> Problem: Every record must be restated exactly. Drop the images.

> Information provided:
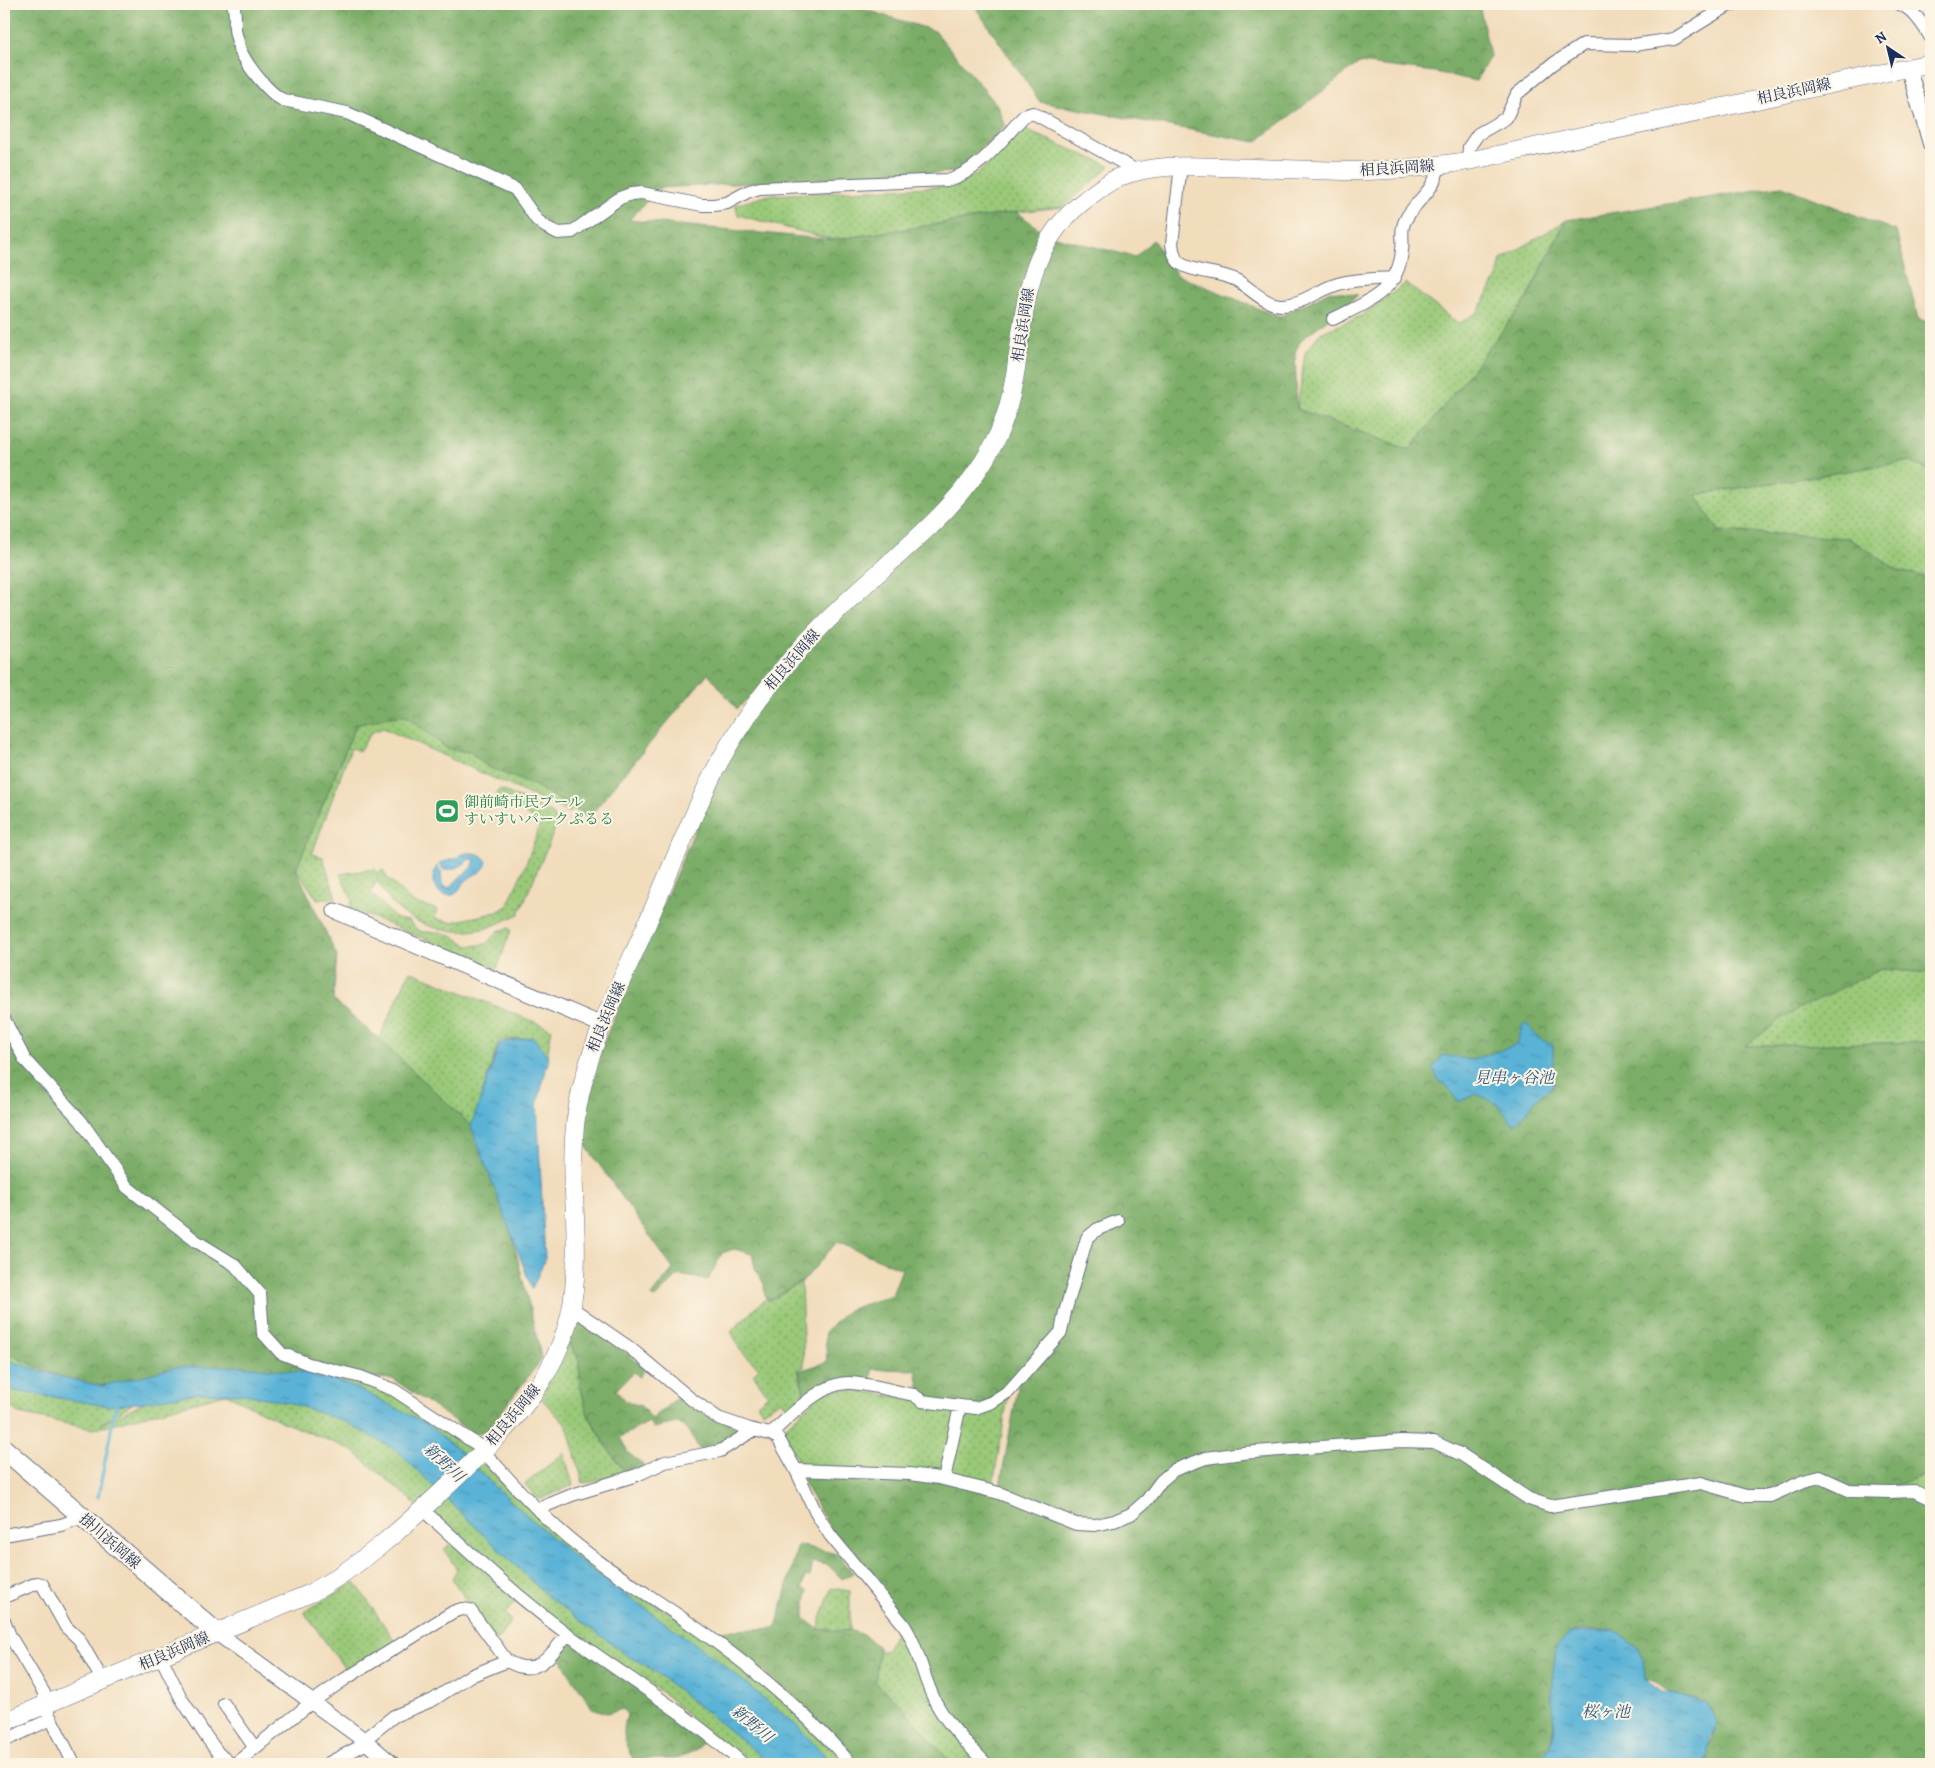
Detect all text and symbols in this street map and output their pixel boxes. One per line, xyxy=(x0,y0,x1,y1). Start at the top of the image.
north arrow xyxy=(1862,22,1912,72)
text: N xyxy=(1871,27,1890,48)
street label: 相良浜岡線 xyxy=(1755,73,1833,109)
street label: 相良浜岡線 xyxy=(1359,155,1435,181)
street label: 相良浜岡線 xyxy=(1007,286,1039,364)
street label: 相良浜岡線 xyxy=(760,625,824,695)
place label: 御前崎市民プール すいすいパークぷるる xyxy=(464,792,614,829)
sports icon: 御前崎市民プール すいすいパークぷるる xyxy=(434,798,460,824)
street label: 相良浜岡線 xyxy=(582,979,630,1055)
water label: 見串ヶ谷池 xyxy=(1474,1067,1556,1089)
street label: 相良浜岡線 xyxy=(481,1380,545,1450)
water label: 新野川 xyxy=(419,1439,471,1489)
street label: 掛川浜岡線 xyxy=(75,1509,145,1573)
street label: 相良浜岡線 xyxy=(136,1627,212,1675)
water label: 新野川 xyxy=(727,1700,779,1749)
water label: 桜ヶ池 xyxy=(1582,1701,1632,1723)

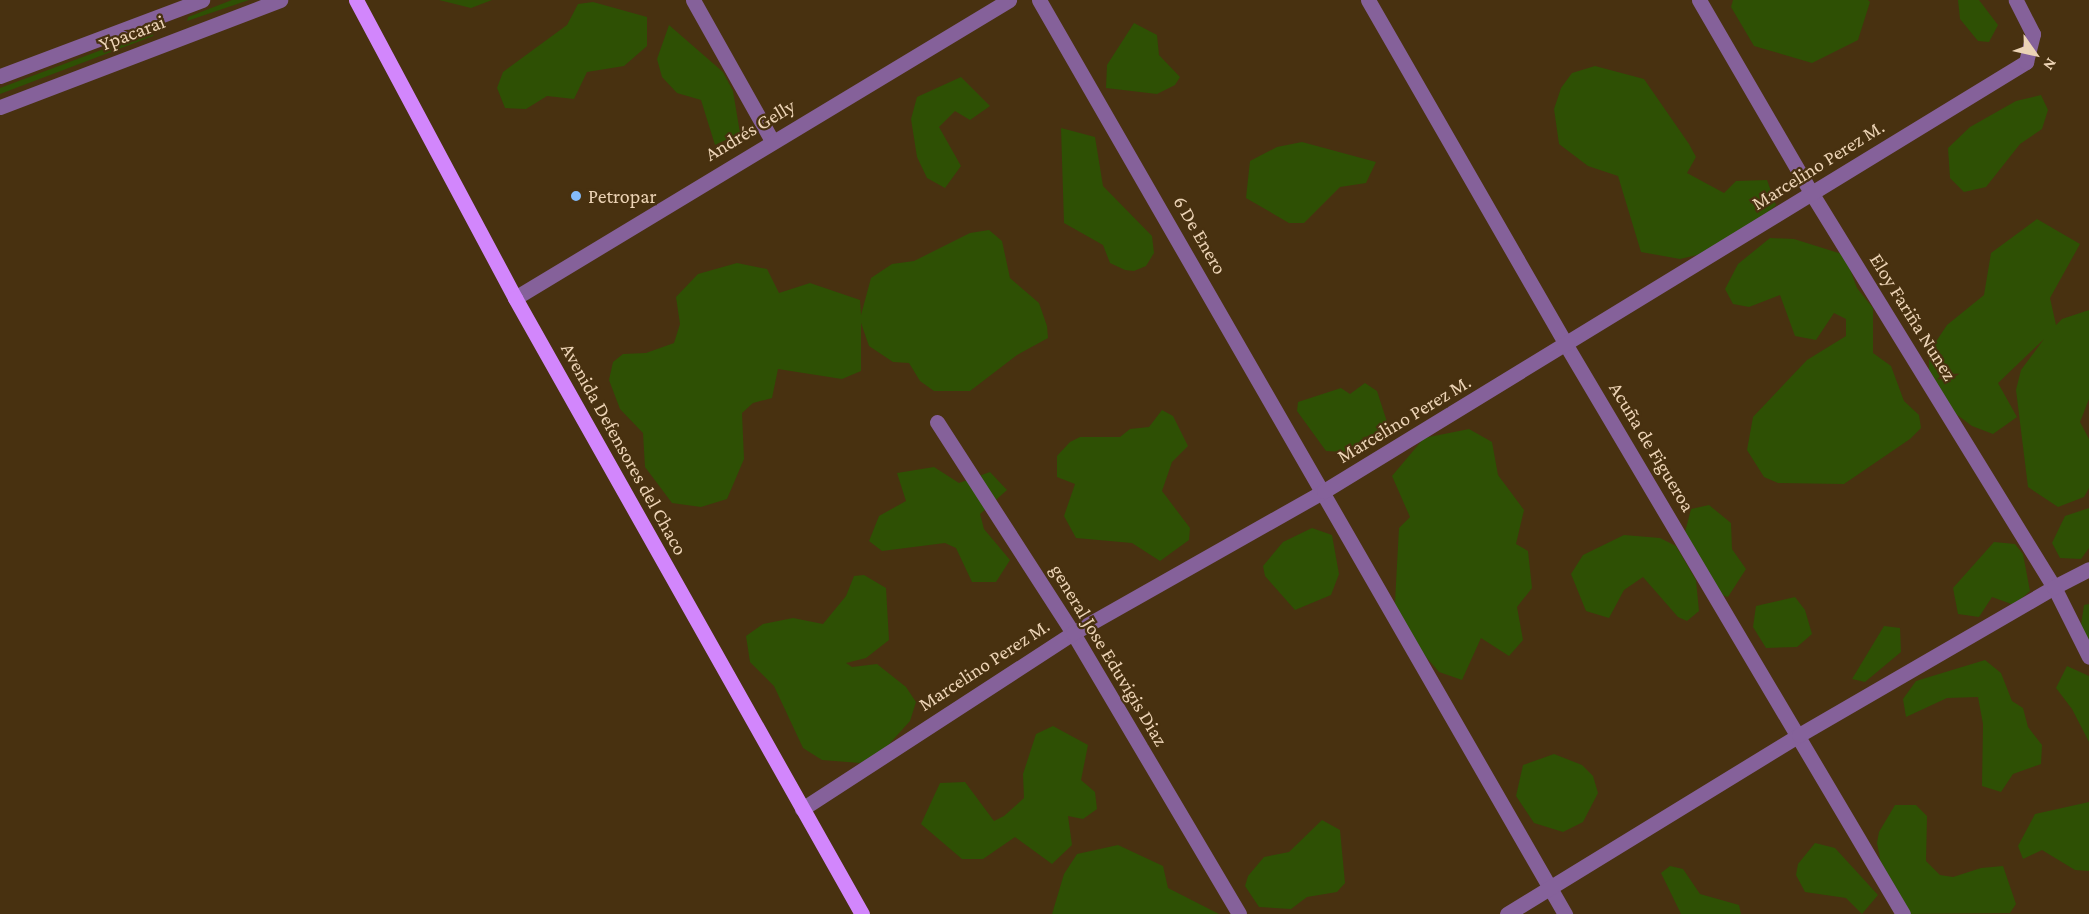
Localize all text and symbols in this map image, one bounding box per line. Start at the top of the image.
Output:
street label: Ypacarai [96,10,168,56]
north arrow [2005,24,2065,84]
text: N [2040,55,2060,74]
street label: Andrés Gelly [701,94,799,166]
street label: Marcelino Perez M. [1747,115,1889,215]
place label: Petropar [588,184,657,208]
marker: Petropar [569,189,583,203]
street label: 6 De Enero [1168,191,1232,279]
street label: Eloy Fariña Nunez [1864,249,1962,385]
street label: Avenida Defensores del Chaco [556,339,692,559]
street label: Marcelino Perez M. [1333,370,1475,468]
street label: Acuña de Figueroa [1604,378,1700,516]
street label: general Jose Eduvigis Diaz [1045,560,1173,750]
street label: Marcelino Perez M. [914,614,1054,716]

> Solution below:
Detect all text and symbols in this street map and output their pixel boxes. One per line, xyxy=(x0,y0,x1,y1). Start at the top of the image.
north arrow xyxy=(1862,22,1912,72)
text: N xyxy=(1871,27,1890,48)
street label: 相良浜岡線 xyxy=(1755,73,1833,109)
street label: 相良浜岡線 xyxy=(1359,155,1435,181)
street label: 相良浜岡線 xyxy=(1007,286,1039,364)
street label: 相良浜岡線 xyxy=(760,625,824,695)
place label: 御前崎市民プール すいすいパークぷるる xyxy=(464,792,614,829)
sports icon: 御前崎市民プール すいすいパークぷるる xyxy=(434,798,460,824)
street label: 相良浜岡線 xyxy=(582,979,630,1055)
water label: 見串ヶ谷池 xyxy=(1474,1067,1556,1089)
street label: 相良浜岡線 xyxy=(481,1380,545,1450)
water label: 新野川 xyxy=(419,1439,471,1489)
street label: 掛川浜岡線 xyxy=(75,1509,145,1573)
street label: 相良浜岡線 xyxy=(136,1627,212,1675)
water label: 新野川 xyxy=(727,1700,779,1749)
water label: 桜ヶ池 xyxy=(1582,1701,1632,1723)

Localize all text and symbols in this map image, one bounding box per line. Start at the top of the image.
Output:
street label: Ypacarai [96,10,168,56]
north arrow [2005,24,2065,84]
text: N [2040,55,2060,74]
street label: Andrés Gelly [701,94,799,166]
street label: Marcelino Perez M. [1747,115,1889,215]
place label: Petropar [588,184,657,208]
marker: Petropar [569,189,583,203]
street label: 6 De Enero [1168,191,1232,279]
street label: Eloy Fariña Nunez [1864,249,1962,385]
street label: Avenida Defensores del Chaco [556,339,692,559]
street label: Marcelino Perez M. [1333,370,1475,468]
street label: Acuña de Figueroa [1604,378,1700,516]
street label: general Jose Eduvigis Diaz [1045,560,1173,750]
street label: Marcelino Perez M. [914,614,1054,716]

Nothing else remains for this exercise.